Monday, May. 14, 1951
Color Riddle
In New York last Week, early morning televiewers who happened to tune in NBC-TV were surprised to find, instead of the usual test pattern, a strange series of vertical bands. Soon these changed to still pictures of London's Houses of Parliament and a landscape, then to a live model who moved little more than her eyelashes. The continuous tone signal accompanying the pictures was finally broken by an announcer. Casually, he explained that the testing period was being devoted to "experiment with and development of the compatible, all-electronic RCA color television system."
The experiment was a further bit of proof that RCA's "dot sequential" color system can be reproduced on ordinary sets in better-than-usual black & white. It was also further evidence that RCA had no intentions of giving up the color fight.
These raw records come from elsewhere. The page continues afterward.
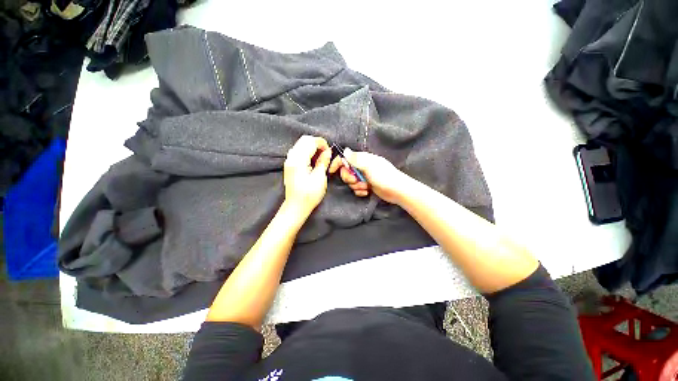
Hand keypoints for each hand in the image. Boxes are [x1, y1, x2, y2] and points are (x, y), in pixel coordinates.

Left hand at [283, 135, 332, 215]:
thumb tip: (328, 152)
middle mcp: (291, 158)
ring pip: (301, 144)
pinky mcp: (290, 165)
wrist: (296, 206)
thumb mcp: (320, 178)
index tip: (329, 152)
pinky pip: (298, 151)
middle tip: (326, 154)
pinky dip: (307, 152)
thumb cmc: (308, 195)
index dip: (322, 143)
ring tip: (321, 158)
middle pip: (304, 140)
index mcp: (299, 161)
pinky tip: (313, 161)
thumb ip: (323, 162)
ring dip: (312, 147)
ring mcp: (289, 161)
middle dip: (317, 143)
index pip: (310, 142)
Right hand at [329, 148, 408, 203]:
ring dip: (356, 186)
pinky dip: (360, 191)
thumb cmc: (384, 176)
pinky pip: (356, 189)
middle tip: (356, 180)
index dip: (337, 163)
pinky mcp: (366, 186)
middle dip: (349, 178)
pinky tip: (367, 192)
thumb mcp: (369, 165)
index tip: (331, 171)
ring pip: (351, 182)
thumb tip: (345, 150)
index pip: (345, 158)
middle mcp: (362, 167)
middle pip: (346, 171)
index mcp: (362, 159)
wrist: (397, 190)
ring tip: (366, 187)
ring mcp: (364, 177)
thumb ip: (355, 159)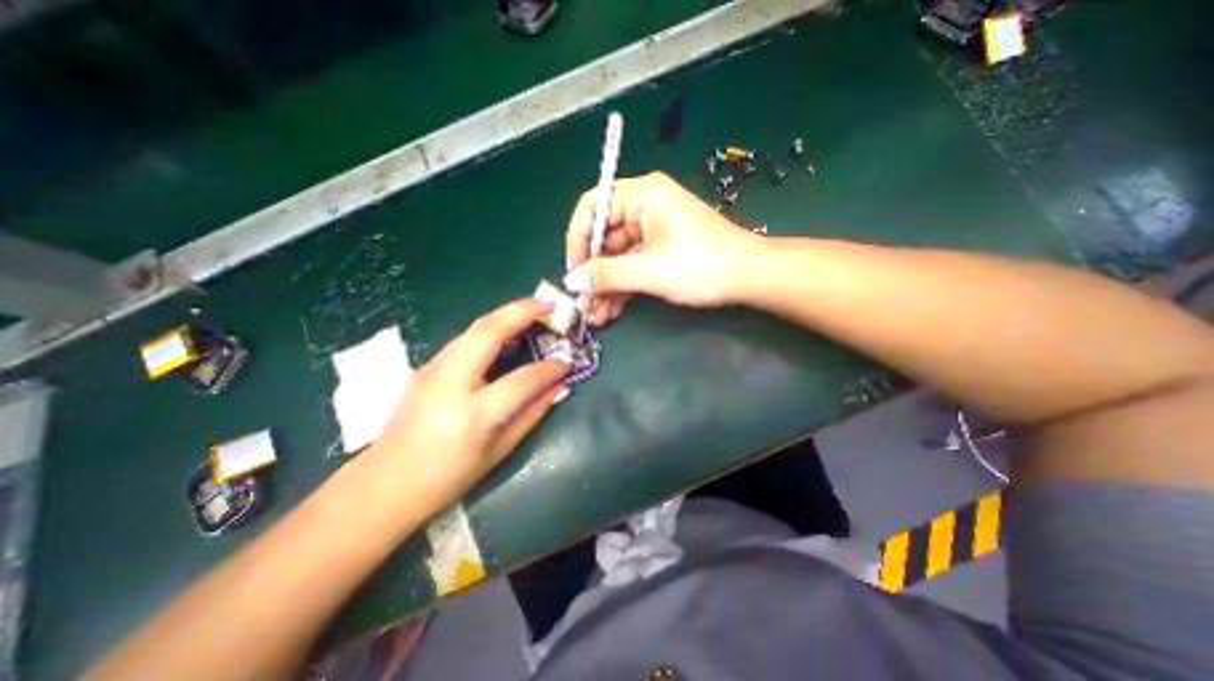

Last fall the Federal Communications Commission had picked the CBS "field sequential" system (which cannot be received on black & white sets without a special converter) over RCA's compatible system (TIME, Dec. 4). An appeal had been carried by RCA right up to the Supreme Court. RCA's new demonstration, even before the court handed down its decision, touched off a wave of nervous rumors in the jittery TV industry.
One industry rumor was that RCA had developed a new-type color camera, or maybe it was a new tube. RCA executives kept mum, would only explain vaguely that, because of the pending court decision, "we just don't want to be active publicly at this time."